Папаша Янг, казалось, в эту минуту переживал состояние шока. Такое же, как через несколько лет будет переживать бедолага Андрюха, когда в зимнем московском кафе щедрый, как индийский раджа, Дядя Витя — Дядя Витя, ожидающий чудесных перемен, — извлечет на свет пачку новеньких купюр и закажет самой дорогой водки и черной икры.

Потом Папаша Янг, взяв в руки увесистую книгу, указал на пустой табурет, где только что сидел самый верный его слушатель, и спросил:

— Это он?

— А что, — усмехнулся лысый мистер Райдер, — старый пропойца выдавал себя за охотника на гиппопотамов?

— Да еще скрывающегося от правосудия за растление малолетней дочки судьи? — добавил Гастон Ажамбур.

— Вы уж нас извините, — добродушно проговорил мистер Райдер, — нам просто известно кое-что о книге, над которой он здесь работает… Ну не знаю, кто как, а я не прочь чего-нибудь выпить. Говорят— неплохо для акклиматизации. Выпить и поспать — это все, что меня интересует в ближайшие двадцать часов.

Папаша вдруг почувствовал, что все негативное по отношению к этому человеку улетучилось:

— А простите… Эта молодая леди, Кей… Это мисс Мишель?..

— Умоляю, не продолжайте, — прошептал странствующий ботаник, — к счастью, в этом городке вы пока единственный, кто ее узнал…

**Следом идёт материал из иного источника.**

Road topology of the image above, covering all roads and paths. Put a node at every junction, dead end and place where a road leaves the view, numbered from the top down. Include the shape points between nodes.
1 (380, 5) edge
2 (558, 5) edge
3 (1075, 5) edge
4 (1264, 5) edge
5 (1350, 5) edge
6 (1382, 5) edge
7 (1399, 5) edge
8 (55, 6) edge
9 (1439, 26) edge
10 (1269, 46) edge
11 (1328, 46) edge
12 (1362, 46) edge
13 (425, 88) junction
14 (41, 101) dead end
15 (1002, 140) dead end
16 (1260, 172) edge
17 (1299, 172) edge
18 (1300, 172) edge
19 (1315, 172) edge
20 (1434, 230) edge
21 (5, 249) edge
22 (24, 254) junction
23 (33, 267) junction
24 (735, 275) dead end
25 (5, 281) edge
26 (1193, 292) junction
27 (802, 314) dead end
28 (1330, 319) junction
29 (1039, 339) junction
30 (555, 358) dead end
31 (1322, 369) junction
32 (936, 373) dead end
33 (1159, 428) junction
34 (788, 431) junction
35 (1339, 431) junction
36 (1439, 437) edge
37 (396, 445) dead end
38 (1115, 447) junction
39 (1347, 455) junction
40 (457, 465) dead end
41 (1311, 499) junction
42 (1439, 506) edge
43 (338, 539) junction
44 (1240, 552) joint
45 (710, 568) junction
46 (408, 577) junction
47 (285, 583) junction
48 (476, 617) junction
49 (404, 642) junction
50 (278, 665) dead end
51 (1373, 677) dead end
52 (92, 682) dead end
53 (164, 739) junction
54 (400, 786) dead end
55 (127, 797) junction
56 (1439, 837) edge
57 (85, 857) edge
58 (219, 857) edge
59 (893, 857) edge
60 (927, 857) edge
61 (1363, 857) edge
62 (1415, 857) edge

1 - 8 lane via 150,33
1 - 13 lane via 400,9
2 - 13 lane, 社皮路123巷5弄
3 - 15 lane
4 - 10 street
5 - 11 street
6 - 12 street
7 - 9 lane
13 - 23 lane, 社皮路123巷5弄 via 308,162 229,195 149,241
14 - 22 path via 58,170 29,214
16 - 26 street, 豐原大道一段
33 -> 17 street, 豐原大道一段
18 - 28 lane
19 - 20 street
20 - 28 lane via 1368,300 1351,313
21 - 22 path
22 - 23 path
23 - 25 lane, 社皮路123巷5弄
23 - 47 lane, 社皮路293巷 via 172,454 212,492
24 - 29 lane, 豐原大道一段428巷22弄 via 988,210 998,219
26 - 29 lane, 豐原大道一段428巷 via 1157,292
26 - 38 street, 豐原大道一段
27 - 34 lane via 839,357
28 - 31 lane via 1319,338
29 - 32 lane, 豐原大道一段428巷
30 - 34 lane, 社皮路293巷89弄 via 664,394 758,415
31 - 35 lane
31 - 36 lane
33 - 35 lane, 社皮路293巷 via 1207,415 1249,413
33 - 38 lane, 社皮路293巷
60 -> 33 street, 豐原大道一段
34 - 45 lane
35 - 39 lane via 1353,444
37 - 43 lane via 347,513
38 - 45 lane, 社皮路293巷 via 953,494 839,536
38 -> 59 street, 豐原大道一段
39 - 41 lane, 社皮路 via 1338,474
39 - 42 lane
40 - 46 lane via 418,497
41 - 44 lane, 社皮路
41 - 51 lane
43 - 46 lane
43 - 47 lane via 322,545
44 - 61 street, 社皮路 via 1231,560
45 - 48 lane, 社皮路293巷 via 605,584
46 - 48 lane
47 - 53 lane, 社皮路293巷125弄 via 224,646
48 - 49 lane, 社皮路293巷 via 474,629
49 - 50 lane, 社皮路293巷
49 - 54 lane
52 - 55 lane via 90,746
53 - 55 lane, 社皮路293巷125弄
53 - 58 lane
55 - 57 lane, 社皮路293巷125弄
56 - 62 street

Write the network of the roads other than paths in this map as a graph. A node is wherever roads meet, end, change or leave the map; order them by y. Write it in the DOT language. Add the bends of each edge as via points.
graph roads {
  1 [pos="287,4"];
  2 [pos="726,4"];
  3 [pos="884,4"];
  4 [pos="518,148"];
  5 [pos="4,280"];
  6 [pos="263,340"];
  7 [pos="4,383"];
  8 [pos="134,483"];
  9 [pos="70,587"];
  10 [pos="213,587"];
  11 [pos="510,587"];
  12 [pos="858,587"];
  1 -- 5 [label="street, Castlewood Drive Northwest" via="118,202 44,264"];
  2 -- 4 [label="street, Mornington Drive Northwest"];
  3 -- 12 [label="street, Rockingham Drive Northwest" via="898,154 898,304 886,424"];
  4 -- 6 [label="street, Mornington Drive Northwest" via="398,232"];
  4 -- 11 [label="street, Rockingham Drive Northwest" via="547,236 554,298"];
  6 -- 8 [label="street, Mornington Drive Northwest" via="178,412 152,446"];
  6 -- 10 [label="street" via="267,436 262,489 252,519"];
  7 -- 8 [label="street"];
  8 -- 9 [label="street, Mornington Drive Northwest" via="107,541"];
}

Через пару часов оставшаяся в баре троица была уже слегка пьяна, а Папаша Янг думал, насколько ошибочным может быть первое впечатление. Эти двое оказались великолепными ребятами: лысый повеса— крупный литературный агент и, несмотря на внешность богемствующего людоеда, милейший человек, а ботаник, месье Ажамбур, — бельгиец-этнограф. У всех троих нашелся повод выпить по стаканчику вина. Папаше Янгу, собственно, никаких поводов и не требовалось. Но тот факт, что несколько минут назад рядом с Папашей, сотканная из вещества реальности, находилась Повелительница его грез, вырывал этот день из череды лиловых будней. Литературный агент рассказывал, что всего пару лет назад писатель-гуляка влачил жалкое существование, раздавленный равнодушием больших городов, а теперь уже третья книга становится бестселлером, в чем немалая заслуга его — Лысого Черепа (кстати, присмотрись, какая на голове татуировочка!). Месье Ажамбур заявил, что его профессиональными интересами в Африке являются воинственные красавцы: в красных тогах — масаи и народ-загадка, вызывающий столько споров, — ндоробо. И уж если он нашел брата по духу, Папашу, столь серьезно и тесно связанного с проблемой, то не выпить по стаканчику белого вина представляется просто кощунством. Папаша Янг признал этот довод убедительным, тем более что в ближайшие двадцать часов платит за все писатель — автор бестселлеров, празднующий таким образом успех своей книги, писатель-гуляка, удалившийся со смеющейся богиней на руках в свой шалаш из пальмовых листьев и солнечных зеркал, где наивно отражается счастье, никогда не существовавшее на этой земле.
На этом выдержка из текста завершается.